Alternative Invariant

Instead of dropping parse_datetime_unaware, it is conceivable that we could come up with a different invariant that addresses the v1 problem. I have given it some thought and have yet come up with a more useful one than the one presented above.

As a compromise, I would consider renaming parse_datetime_unaware to something like parse_datetime_as_naive_unsafe (naive is the term that Python uses, not unaware) which would have a different invariant:

parse_datetime_as_naive_unsafe(datetime:str): datetime is a function that takes a string and either:

This alternative invariant would then be documented in the README. Something like

Note: that unlike parse_datetime this will not catch all invalid timestamps. It will not raise ValueError in the case of an invalid timestamp having trailing characters (ex. 2014-01-05T12:34:56ABCDEFG). Only use parse_datetime_as_naive_unsafe if you are certain your data doesn't suffer from this data quality problem (or you don't care if it does).

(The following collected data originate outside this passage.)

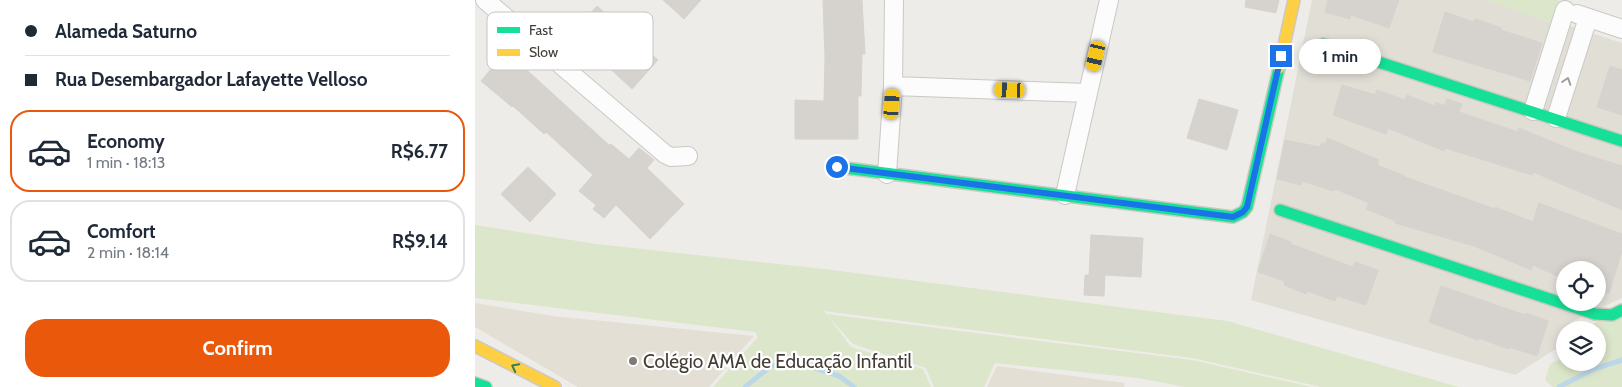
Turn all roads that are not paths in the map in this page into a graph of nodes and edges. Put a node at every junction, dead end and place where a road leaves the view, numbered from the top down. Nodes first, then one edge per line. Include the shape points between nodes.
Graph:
1 (485, 0) edge
2 (894, 0) edge
3 (1109, 0) edge
4 (1294, 0) edge
5 (1566, 5) edge
6 (499, 12) edge
7 (1588, 18) junction
8 (1622, 29) edge
9 (1323, 44) dead end
10 (567, 70) edge
11 (893, 86) junction
12 (1087, 94) junction
13 (1533, 111) junction
14 (1555, 118) junction
15 (1622, 141) edge
16 (688, 156) dead end
17 (837, 167) dead end
18 (887, 174) junction
19 (1065, 195) junction
20 (1280, 210) dead end
21 (1622, 310) edge
22 (475, 346) edge
23 (475, 383) edge
24 (485, 387) edge
25 (555, 387) edge

1 - 6 street
2 - 11 street
3 - 12 street
4 - 19 street via 1247,207 1243,212 1233,217
5 - 7 street
5 - 13 street
7 - 8 street
14 -> 7 street
9 - 13 street
10 - 16 street via 665,154
11 - 12 street
11 - 18 street
12 - 19 street
13 - 14 street
14 - 15 street
17 - 18 street
18 - 19 street
20 - 21 street via 1595,314 1609,316
25 -> 22 street
23 - 24 street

Note that the name change (parse_datetime_as_naive_unsafe) is done intentionally so that:

  1. Developers don't assume that it is the default way to parse naive datetimes (that is parse_datetime)
  2. There is a recognition that this function is breaking the (nicer) invariant offering perfect safety from data quality errors.

Conclusion

I am completely open to suggestions for how to better address the issue.

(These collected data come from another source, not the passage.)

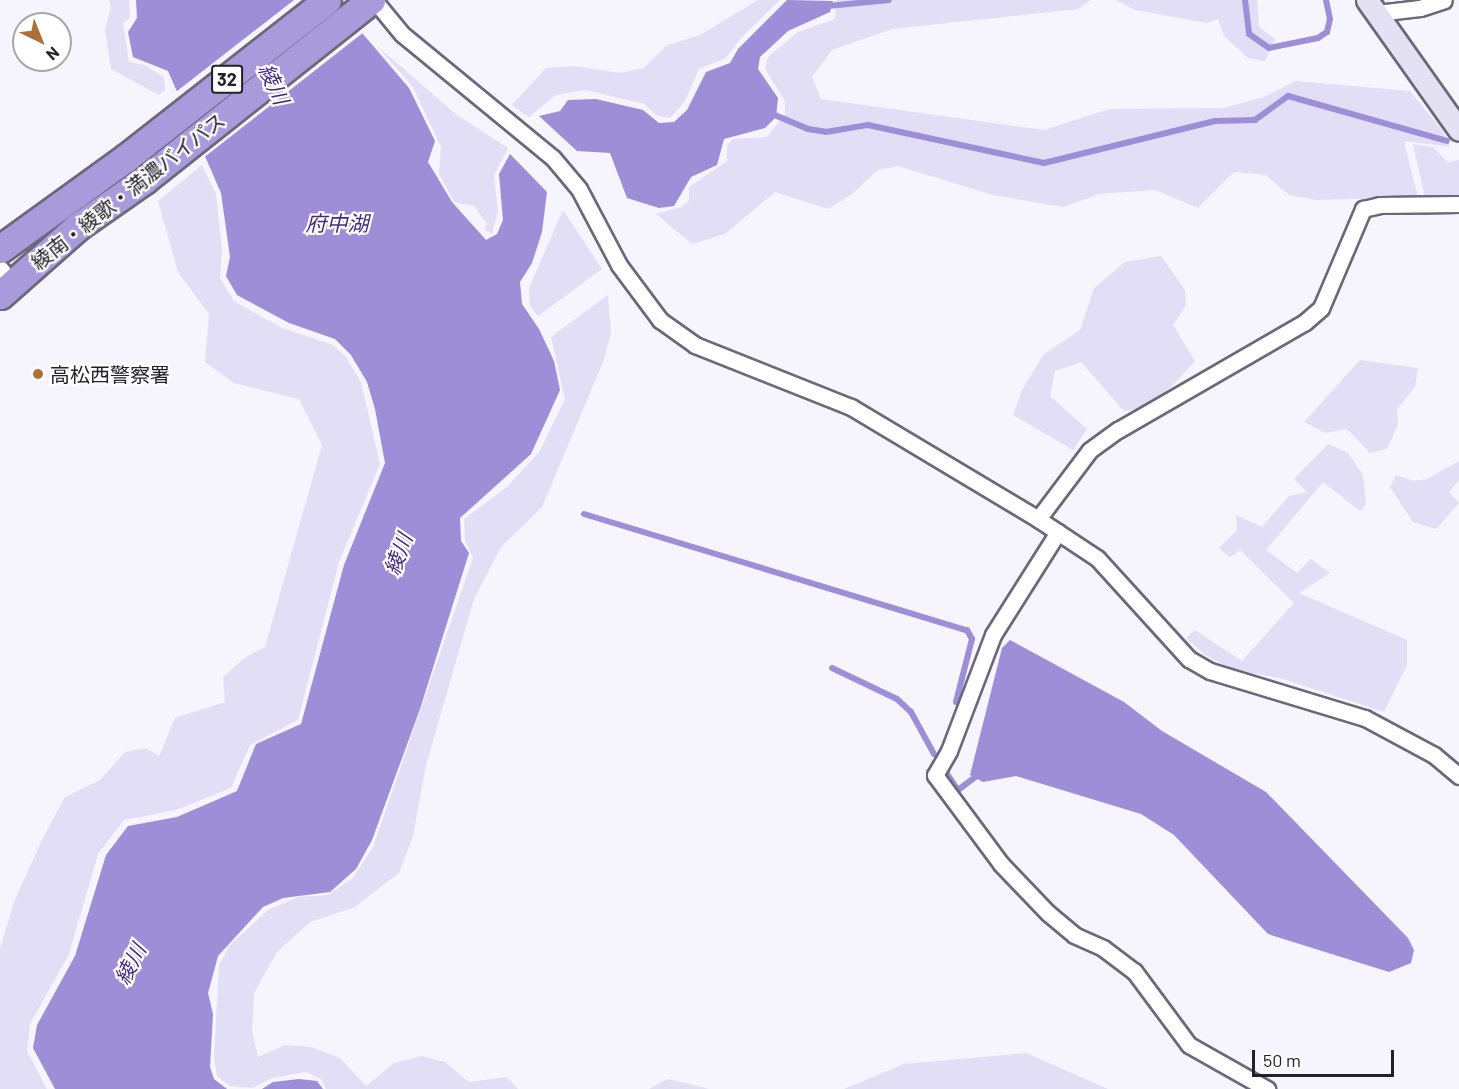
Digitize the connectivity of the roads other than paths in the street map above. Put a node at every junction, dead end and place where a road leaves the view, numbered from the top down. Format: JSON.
{"nodes":[{"id":1,"x":327,"y":0,"type":"edge"},
{"id":2,"x":373,"y":0,"type":"edge"},
{"id":3,"x":1444,"y":0,"type":"edge"},
{"id":4,"x":1372,"y":7,"type":"edge"},
{"id":5,"x":1459,"y":129,"type":"edge"},
{"id":6,"x":1459,"y":204,"type":"edge"},
{"id":7,"x":0,"y":249,"type":"edge"},
{"id":8,"x":4,"y":282,"type":"edge"},
{"id":9,"x":1038,"y":519,"type":"junction"},
{"id":10,"x":1058,"y":532,"type":"junction"},
{"id":11,"x":1459,"y":776,"type":"edge"},
{"id":12,"x":1267,"y":1089,"type":"edge"}],
"edges":[{"from":1,"to":7,"type":"highway","name":"綾南・綾歌・満濃バイパス","number":"32"},
{"from":2,"to":8,"type":"highway","name":"綾南・綾歌・満濃バイパス","number":"32"},
{"from":2,"to":9,"type":"street"},
{"from":3,"to":4,"type":"street"},
{"from":4,"to":5,"type":"street"},
{"from":6,"to":9,"type":"street"},
{"from":9,"to":10,"type":"street"},
{"from":10,"to":11,"type":"street"},
{"from":10,"to":12,"type":"street"}]}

Finally, obviously you are the maintainers and I'll defer to your ultimate authority.

movermeyer commented 6 years ago

I've gone ahead made the changes to implement parse_datetime_as_naive_unsafe (really, just a rename and some docs changes). I like it.

If you're fine with that solution, I'll get a PR together.

thomasst commented 6 years ago

Raises an Exception (ex. ValueError) with a description of the reason why the string doesn't conform to the supported subset of ISO 8601

FYI I'm fine with that, but I'm also okay if we skip the exact reason if it benefits performance or simplifies the code.

parse_datetime_unaware existed for the case where your input timestamp had tzinfo, but you wanted to ignore the tzinfo and therefore could save some cycles by not parsing the tzinfo characters.

It also exists for the case where your code doesn't (need to) deal with aware datetimes. People have different opinions on whether to use aware or naive datetimes, but e.g. http://lucumr.pocoo.org/2011/7/15/eppur-si-muove/ suggests that "internally always use offset naive datetime objects". Personally, I also prefer to use naive datetimes throughout the code (which are assumed to be in UTC), and most of my use cases actually use parse_datetime_unaware.

It could either ignore the timezone information

This breaks the invariant of matching the entire string, as discussed above.

An idea is to still ensure that the string is valid ISO8601 in its entirety (i.e. you reject strings with an invalid time zone offset), but ignore the timezone information when returning the Python string (or add the offset to the naive datetime so it's always UTC). Would have to check what the actual performance penalty is.

or only accept timezone-less datetime strings parse_datetime can already handle both tz-aware and tz-naive timestamps without issue.

Just to be clear, would parse_datetime still always return a tz-aware datetime (even if there is no TZ information in the datetime string)?

peterbe commented 6 years ago

I really like the idea of replacing "unaware" with "naive".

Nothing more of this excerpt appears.